From 3d61e81f9738874350f39175df370c4a3dc40785 Mon Sep 17 00:00:00 2001
From: Aidan Do <aidando73@gmail.com>
Date: Tue, 26 May 2026 11:11:18 -0700
Subject: [PATCH 3/5] llm_bench: tighten --targets help text

---
 llm_bench/load_test.py | 10 +++-------
 1 file changed, 3 insertions(+), 7 deletions(-)

diff --git a/llm_bench/load_test.py b/llm_bench/load_test.py
index 486ac48..f26e18e 100644
--- a/llm_bench/load_test.py
+++ b/llm_bench/load_test.py
@@ -1747,13 +1747,9 @@ def init_parser(parser):
         action="append",
         default=[],
         help=(
-            "Target deployment to forward traffic to. Format: 'url[|model][|api_key]' "
-            "(pipe-separated, all but url optional). Repeat the flag for multiple targets. "
-            "When set, users are assigned round-robin across targets; --host/--model/--api-key "
-            "act as fallbacks for fields the per-target spec leaves blank. "
-            "-u/--users is interpreted per-target: -u 100 with two targets spawns 200 total "
-            "users (100 hitting each target). --spawn-rate is scaled the same way. "
-            "Request stats are grouped per target via the request name prefix."
+            "Target URL. Repeat for multiple targets. Format: 'url[|model][|api_key]' "
+            "(model and api_key optional, fall back to --model/--api-key). "
+            "With multiple targets, -u/--users is per-target (total = users * num_targets)."
         ),
     )
     parser.add_argument(

From 993516db426b7d9d9b956b14a2bd86af373e0257 Mon Sep 17 00:00:00 2001
From: Aidan Do <aidando73@gmail.com>
Date: Tue, 26 May 2026 11:24:14 -0700
Subject: [PATCH 4/5] llm_bench: skip model comparison in notify_init when
 --targets is set

Multi-target runs intentionally assign a different model per user, but
notify_init asserts every user shares identical logging_params.

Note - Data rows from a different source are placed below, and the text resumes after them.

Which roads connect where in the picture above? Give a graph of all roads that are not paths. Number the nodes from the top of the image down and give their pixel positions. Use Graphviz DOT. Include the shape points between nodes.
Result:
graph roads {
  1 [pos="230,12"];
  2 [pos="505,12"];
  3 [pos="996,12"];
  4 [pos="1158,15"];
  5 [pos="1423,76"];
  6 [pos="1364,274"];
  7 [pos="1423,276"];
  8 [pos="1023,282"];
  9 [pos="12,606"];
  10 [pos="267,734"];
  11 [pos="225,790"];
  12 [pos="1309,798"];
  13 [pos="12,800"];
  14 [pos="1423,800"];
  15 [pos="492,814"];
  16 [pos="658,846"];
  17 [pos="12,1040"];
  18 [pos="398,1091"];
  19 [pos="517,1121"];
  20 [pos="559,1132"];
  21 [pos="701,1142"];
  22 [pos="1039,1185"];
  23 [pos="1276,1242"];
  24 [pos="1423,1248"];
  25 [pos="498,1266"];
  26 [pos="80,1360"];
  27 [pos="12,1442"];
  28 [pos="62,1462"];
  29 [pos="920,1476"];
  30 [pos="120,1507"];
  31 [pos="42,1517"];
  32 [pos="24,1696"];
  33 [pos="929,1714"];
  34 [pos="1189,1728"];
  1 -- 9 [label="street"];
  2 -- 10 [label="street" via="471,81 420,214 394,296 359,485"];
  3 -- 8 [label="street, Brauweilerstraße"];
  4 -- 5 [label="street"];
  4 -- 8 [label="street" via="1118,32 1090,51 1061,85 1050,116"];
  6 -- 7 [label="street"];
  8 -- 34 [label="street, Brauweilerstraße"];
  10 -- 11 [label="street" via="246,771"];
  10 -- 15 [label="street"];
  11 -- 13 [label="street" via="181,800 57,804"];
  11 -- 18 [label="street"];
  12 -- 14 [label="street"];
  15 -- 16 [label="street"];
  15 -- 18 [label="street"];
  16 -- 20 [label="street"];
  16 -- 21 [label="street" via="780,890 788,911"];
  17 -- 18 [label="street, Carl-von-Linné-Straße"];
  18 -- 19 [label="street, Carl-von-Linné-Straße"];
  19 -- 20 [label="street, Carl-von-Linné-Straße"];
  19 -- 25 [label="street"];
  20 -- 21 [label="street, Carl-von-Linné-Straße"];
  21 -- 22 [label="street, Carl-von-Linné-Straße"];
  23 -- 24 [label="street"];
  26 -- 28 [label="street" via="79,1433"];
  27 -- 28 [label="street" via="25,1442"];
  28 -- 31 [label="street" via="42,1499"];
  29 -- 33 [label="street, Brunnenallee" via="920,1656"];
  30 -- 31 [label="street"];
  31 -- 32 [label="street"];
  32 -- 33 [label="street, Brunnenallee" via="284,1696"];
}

Skip
the 'model' key in that comparison when --targets is non-empty; the
single-target assertion is unchanged.
---
 llm_bench/load_test.py | 12 ++++++++++--
 1 file changed, 10 insertions(+), 2 deletions(-)

diff --git a/llm_bench/load_test.py b/llm_bench/load_test.py
index f26e18e..2041220 100644
--- a/llm_bench/load_test.py
+++ b/llm_bench/load_test.py
@@ -473,9 +473,17 @@ def notify_init(cls, environment, logging_params):
         if cls.logging_params is None:
             cls.logging_params = logging_params
         else:
+            # Multi-target runs intentionally use a different model per user;
+            # drop fields that are expected to differ across targets before comparing.
+            multi_target = bool(getattr(environment.parsed_options, "targets", None))
+            if multi_target:
+                existing = {k: v for k, v in cls.logging_params.items() if k != "model"}
+                incoming = {k: v for k, v in logging_params.items() if k != "model"}
+            else:
+                existing, incoming = cls.logging_params, logging_params
             assert (
-                cls.logging_params == logging_params
-            ), f"Inconsistent settings between workers: {cls.logging_params} != {logging_params}"
+                existing == incoming
+            ), f"Inconsistent settings between workers: {existing} != {incoming}"
 
     @classmethod
     def notify_first_request(cls):

From 5ff4c812ad8795da539c8b59463dd42749be4640 Mon Sep 17 00:00:00 2001
From: Aidan Do <aidando73@gmail.com>
Date: Tue, 26 May 2026 12:25:00 -0700
Subject: [PATCH 5/5] llm_bench: use deployment id as target label when targets
 share a URL

The previous label was the target URL, which collapsed stats into one
row when two targets share the same host but differ by model (common
with Fireworks deployment-pinned model strings like
'accounts/x/models/y#accounts/x/deployments/z'). Extract the deployment
id from the '#' suffix when present, otherwise fall back to 'url model'.
---
 llm_bench/load_test.py | 15 +++++++++++++--
 1 file changed, 13 insertions(+), 2 deletions(-)

diff --git a/llm_bench/load_test.py b/llm_bench/load_test.py
index 2041220..34b9910 100644
--- a/llm_bench/load_test.py
+++ b/llm_bench/load_test.py
@@ -1205,12 +1205,23 @@ def _parse_targets(environment):
         default_host = environment.host
         default_model = environment.parsed_options.model
         default_api_key = environment.parsed_options.api_key
+        def _label(url, model):
+            # Make the label distinguish targets even when they share a URL but
+            # differ by model (common with Fireworks deployment-pinned model
+            # strings of the form 'accounts/x/models/y#accounts/x/deployments/z').
+            if model and "#" in model:
+                # Use the deployment id (right of '#') — short and human-recognizable.
+                return model.rsplit("/", 1)[-1]
+            if model:
+                return f"{url} {model}"
+            return url or "default"
+
         if not raw:
             return [{
                 "url": default_host,
                 "model": default_model,
                 "api_key": default_api_key,
-                "label": default_host or "default",
+                "label": _label(default_host, default_model),
             }]
         parsed = []
         for spec in raw:
@@ -1222,7 +1233,7 @@ def _parse_targets(environment):
                 "url": url,
                 "model": model,
                 "api_key": api_key,
-                "label": url,
+                "label": _label(url, model),
             })
         return parsed